The Ptolemies, the Alexandria and Rosetta Decrees, and Translocal Cosmopolitanism

Friday, April 17 2015 3:30 pm

UWM Curtin Hall Room 839

Workshop in Ancient Mediterranean Studies

Dr. Christelle Fischer-Bovet, Assistant Professor of Classics, University of Southern California, and 2014-15 Solmsen Fellow, Institute for Research in the Humanities, University of Wisconsin-Madison
“The Ptolemies, the Alexandria and Rosetta Decrees, and Translocal Cosmopolitanism”

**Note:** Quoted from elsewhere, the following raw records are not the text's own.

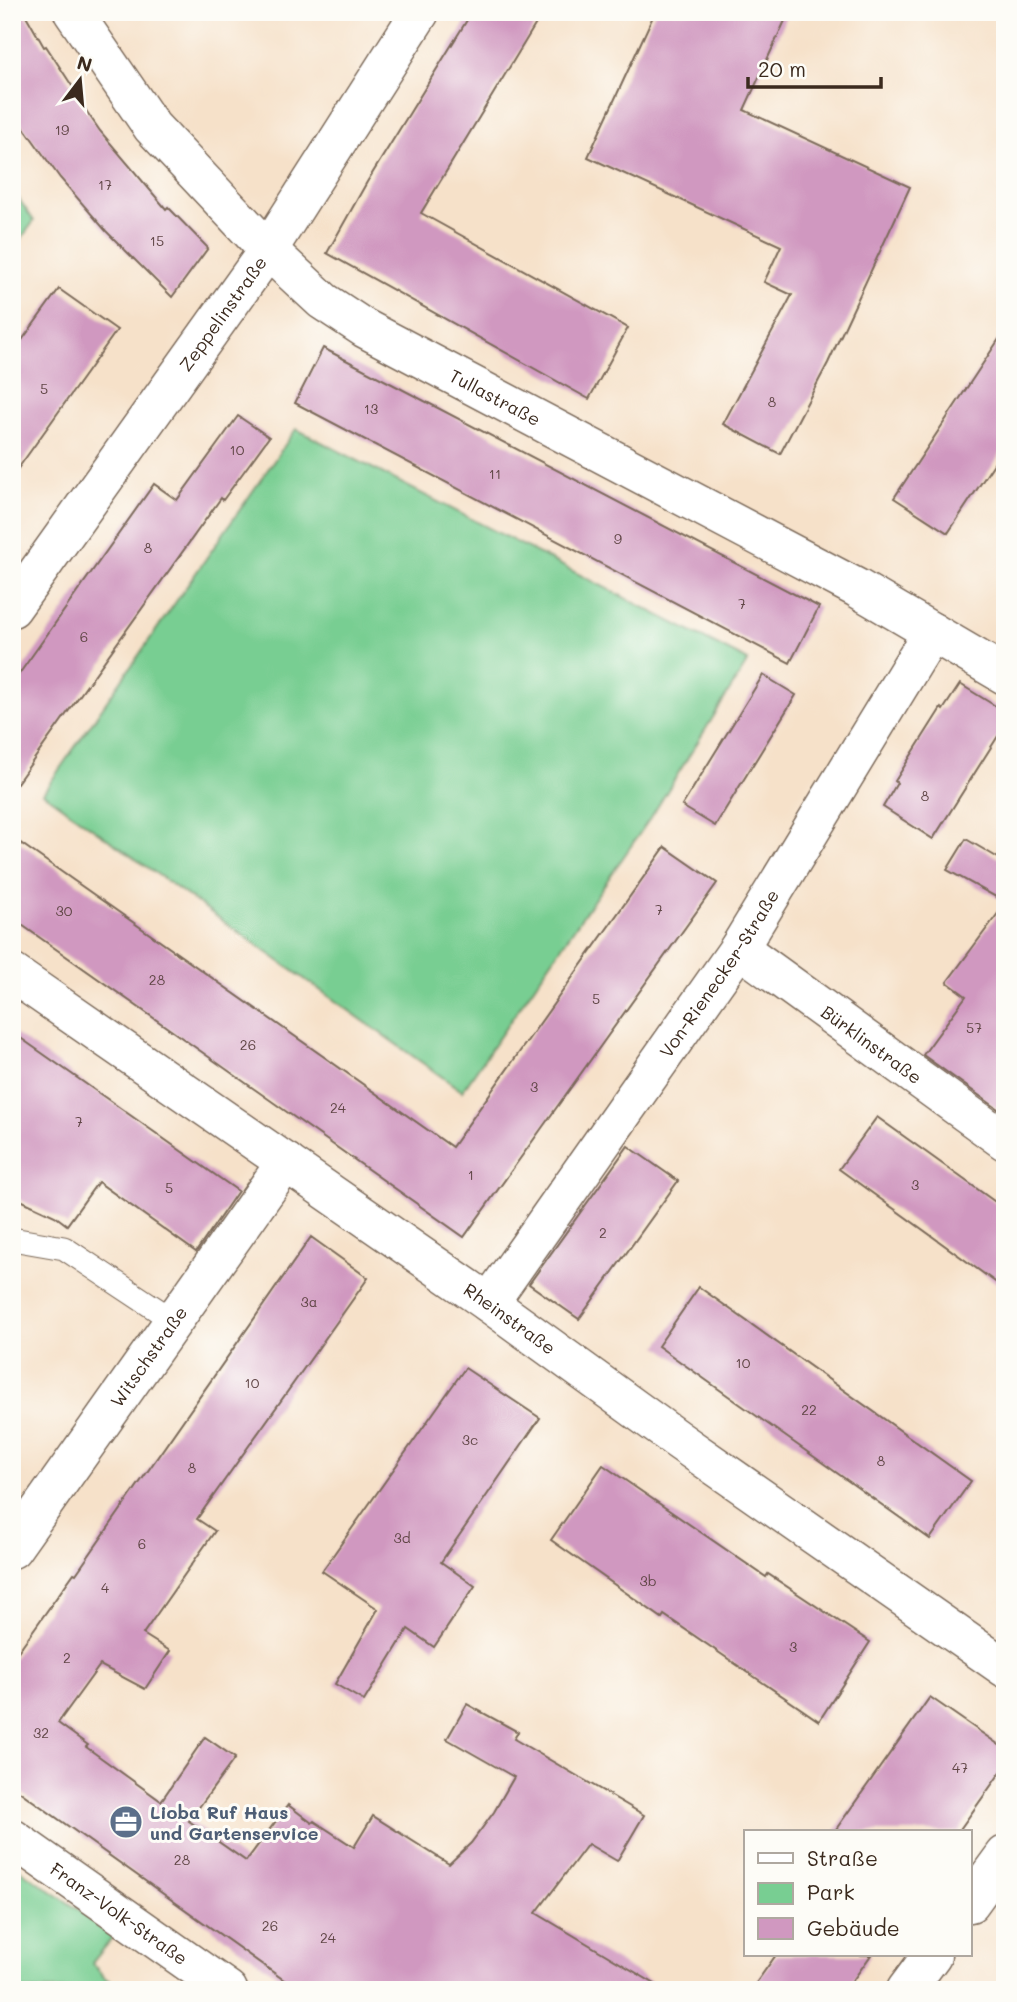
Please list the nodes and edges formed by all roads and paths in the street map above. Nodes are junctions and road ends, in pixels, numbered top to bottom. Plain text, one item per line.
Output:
1 (73, 12) edge
2 (420, 12) edge
3 (268, 250) junction
4 (12, 608) edge
5 (932, 632) junction
6 (1005, 675) edge
7 (739, 948) junction
8 (12, 973) edge
9 (1005, 1142) edge
10 (286, 1163) junction
11 (12, 1239) edge
12 (489, 1303) junction
13 (174, 1321) junction
14 (12, 1549) edge
15 (1005, 1668) edge
16 (12, 1838) edge
17 (1005, 1855) edge
18 (972, 1900) edge
19 (931, 1956) edge
20 (228, 1990) edge
21 (906, 1990) edge

1 - 3 street, Tullastraße
2 - 3 street, Zeppelinstraße
3 - 4 street, Zeppelinstraße
3 - 5 street, Tullastraße
5 - 6 street, Tullastraße
5 - 7 street, Von-Rienecker-Straße
7 - 9 street, Bürklinstraße
7 - 12 street, Von-Rienecker-Straße
8 - 10 street, Rheinstraße
10 - 12 street, Rheinstraße
10 - 13 street, Witschstraße
11 - 13 lane
12 - 15 street, Rheinstraße
13 - 14 street, Witschstraße
16 - 20 street, Franz-Volk-Straße
17 - 18 street
19 - 21 street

Friday, April 17, 2015, 3:30 pm
UWM Curtin Hall Room 839

This talk will engage with two interconnected questions. First, Dr. Fischer-Bovet will argue that the successors of Alexander the Great in Egypt, the Macedonian dynasty of the Ptolemies (323-30 BC), had imperial goals and actively built an empire, although scholarly tendency has been to consider their kingdom essentially an Egyptian national state. Second, she will turn to the role of the local elites in the imperial project. She will examine both the well-known Rosetta Stone and the newly discovered trilingual stele that record decrees of the Egyptian priests in Alexandria, who voted to introduce the cult of Macedonian king in the Egyptian temples. These steles are not simply evidence of the accumulation of culture but are producing further transcultural moments, such as feasts and festivals in honor of the king and of the dynasty. They point to the emergence of what may be called “translocal cosmopolitanism” within the Ptolemaic state.